Requirement →
Go through the entries below and pick out every line with "Answer".

Extracted entries →
☆ ☆ ☆

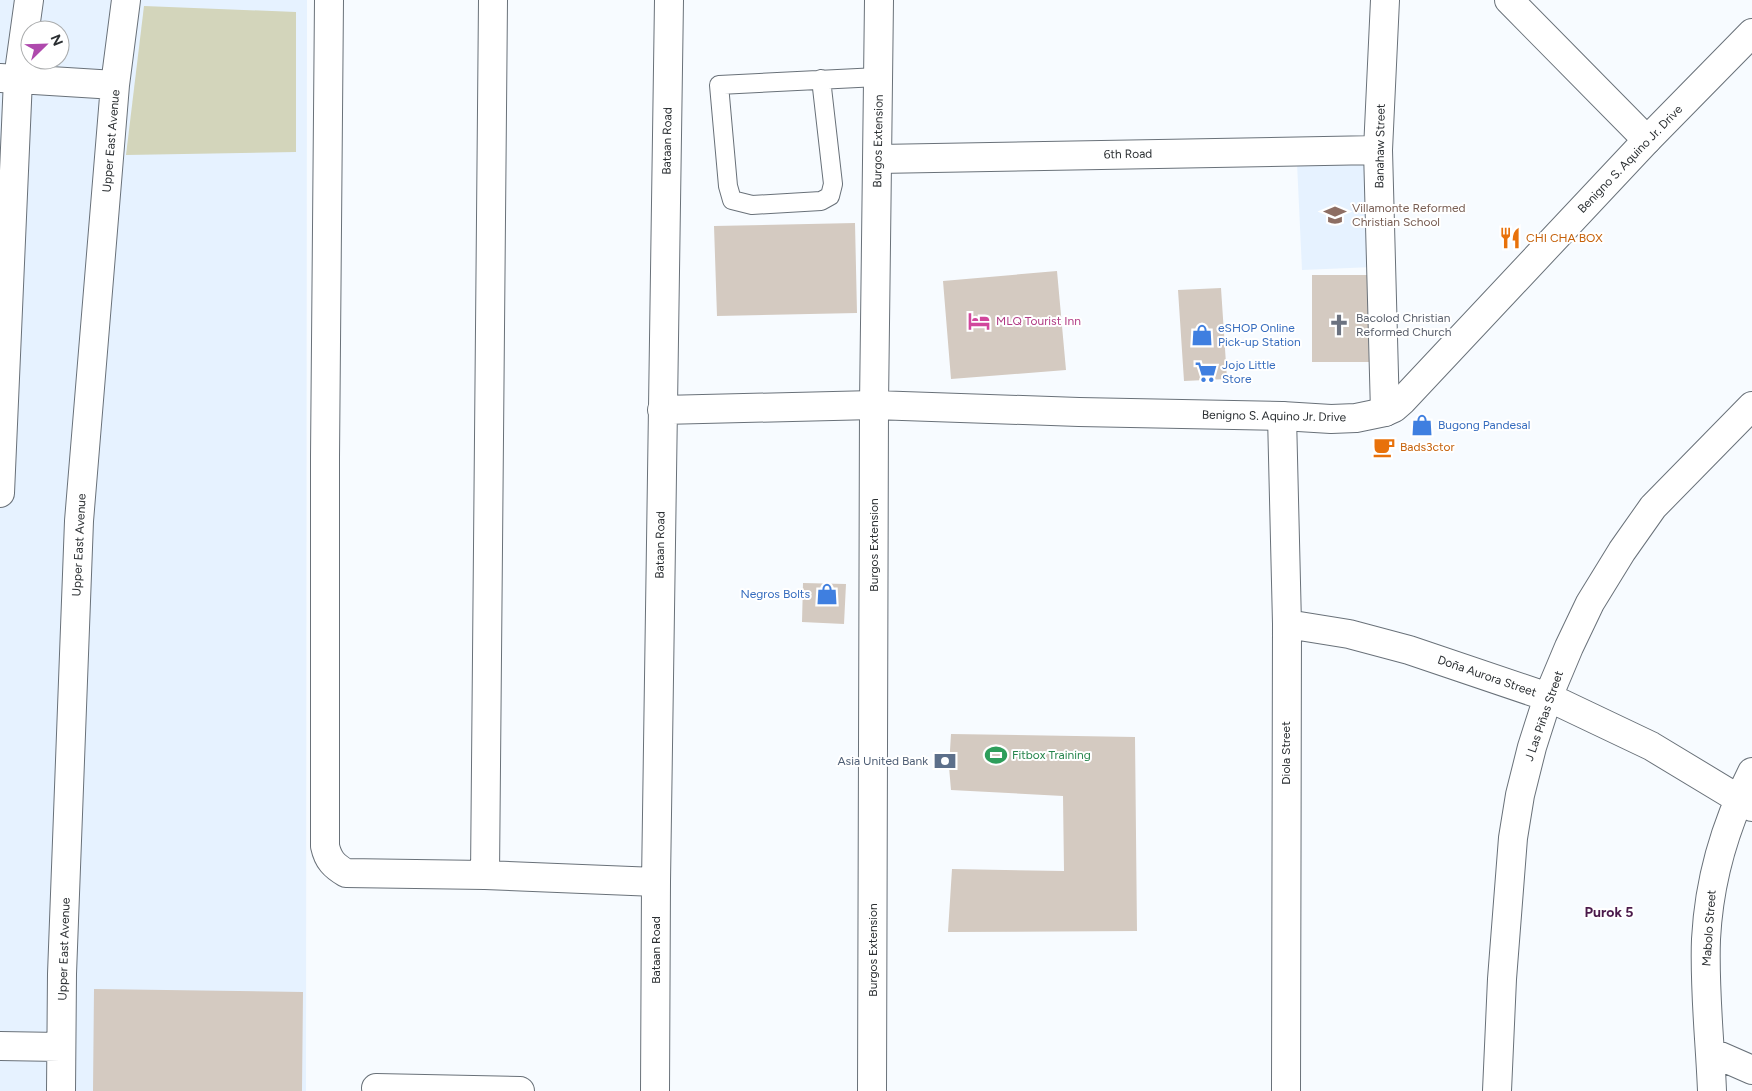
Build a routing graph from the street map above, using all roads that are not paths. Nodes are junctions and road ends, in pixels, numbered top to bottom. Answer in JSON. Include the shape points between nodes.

☆ ☆ ☆

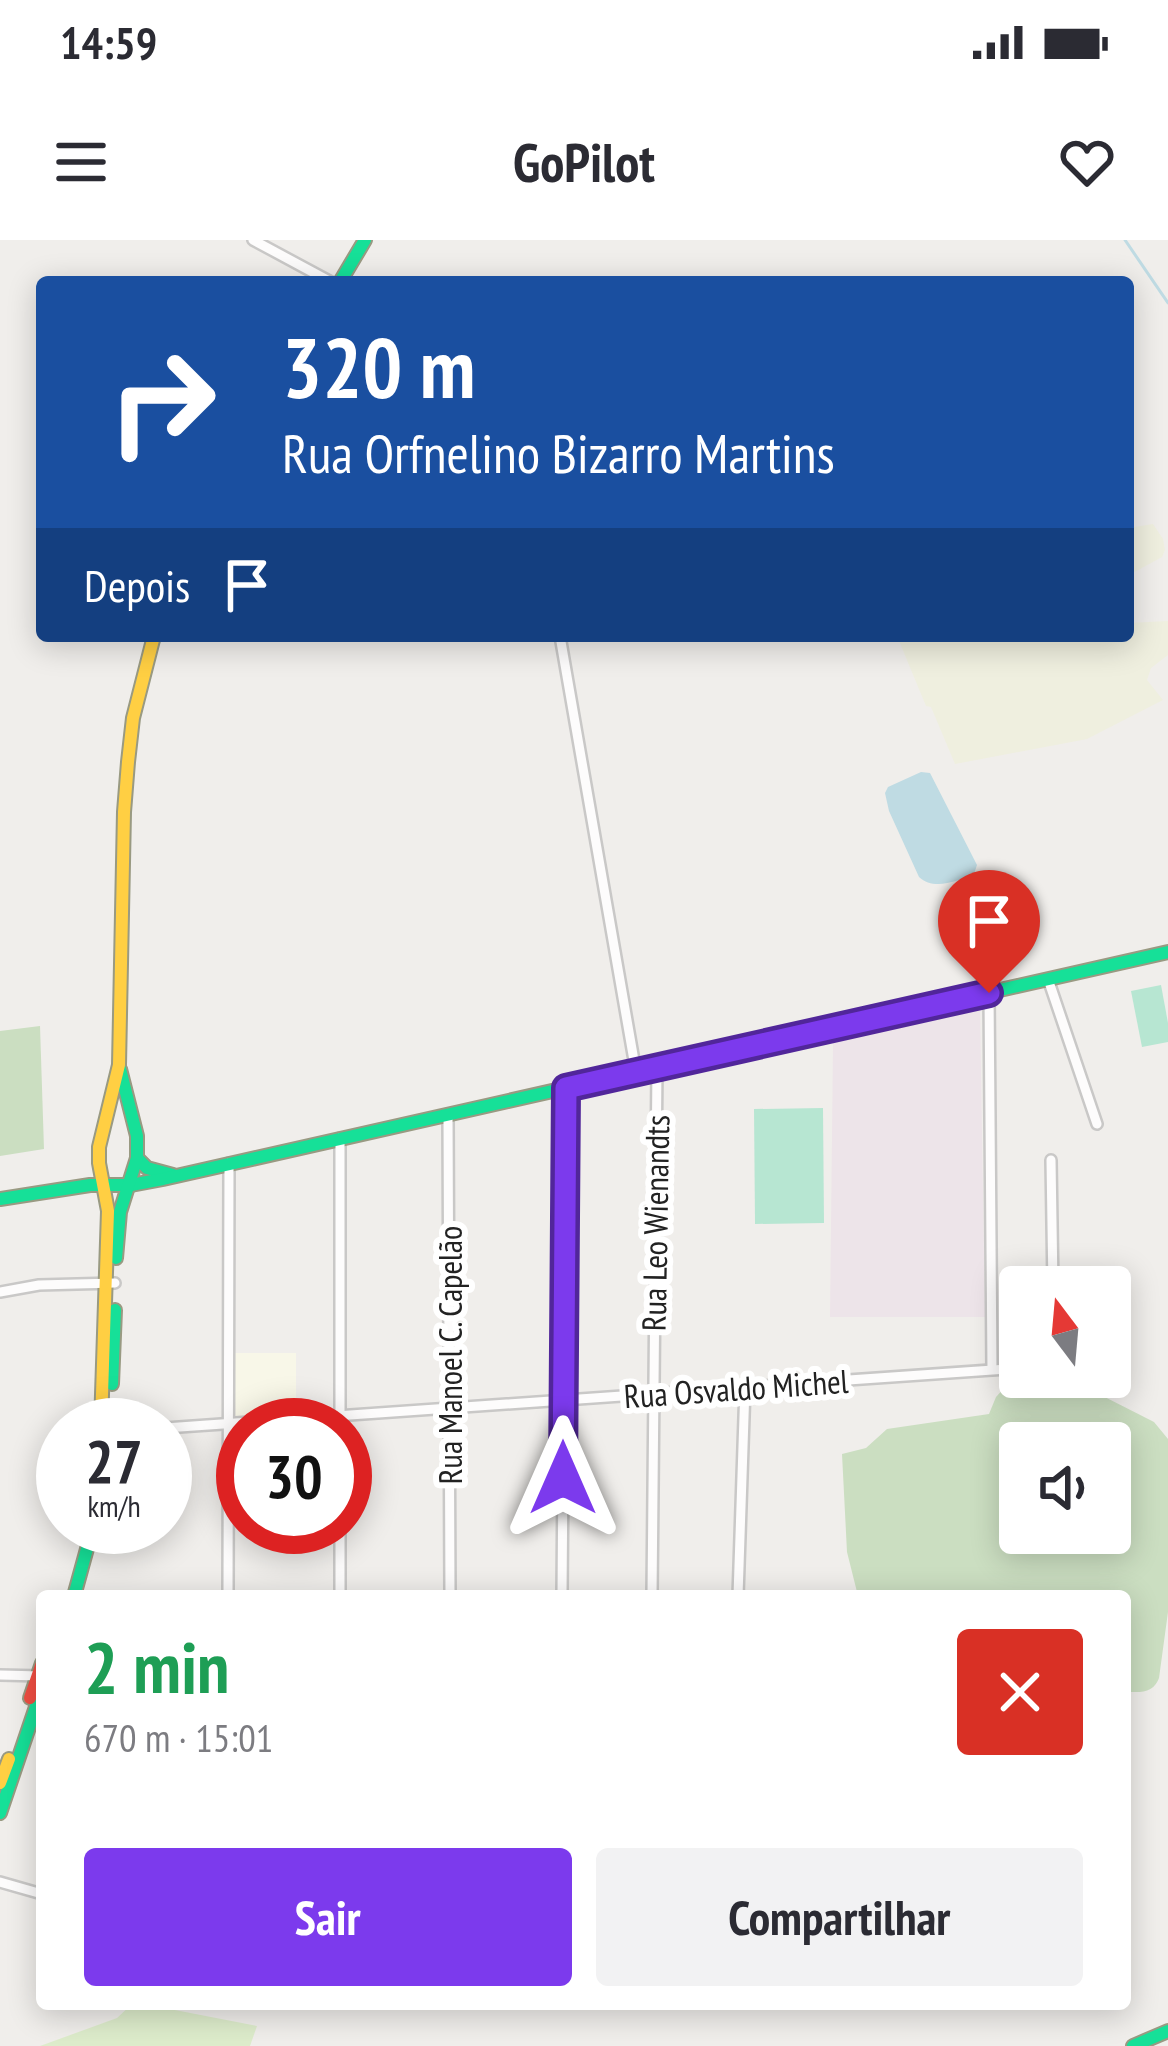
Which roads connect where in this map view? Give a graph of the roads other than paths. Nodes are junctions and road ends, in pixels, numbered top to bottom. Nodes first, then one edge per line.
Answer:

☆ ☆ ☆

The completed task →
Build a routing graph from the street map above, using all roads that are not paths. Nodes are junctions and road ends, in pixels, numbered top to bottom. Answer in JSON. Include the shape points between nodes.
Answer:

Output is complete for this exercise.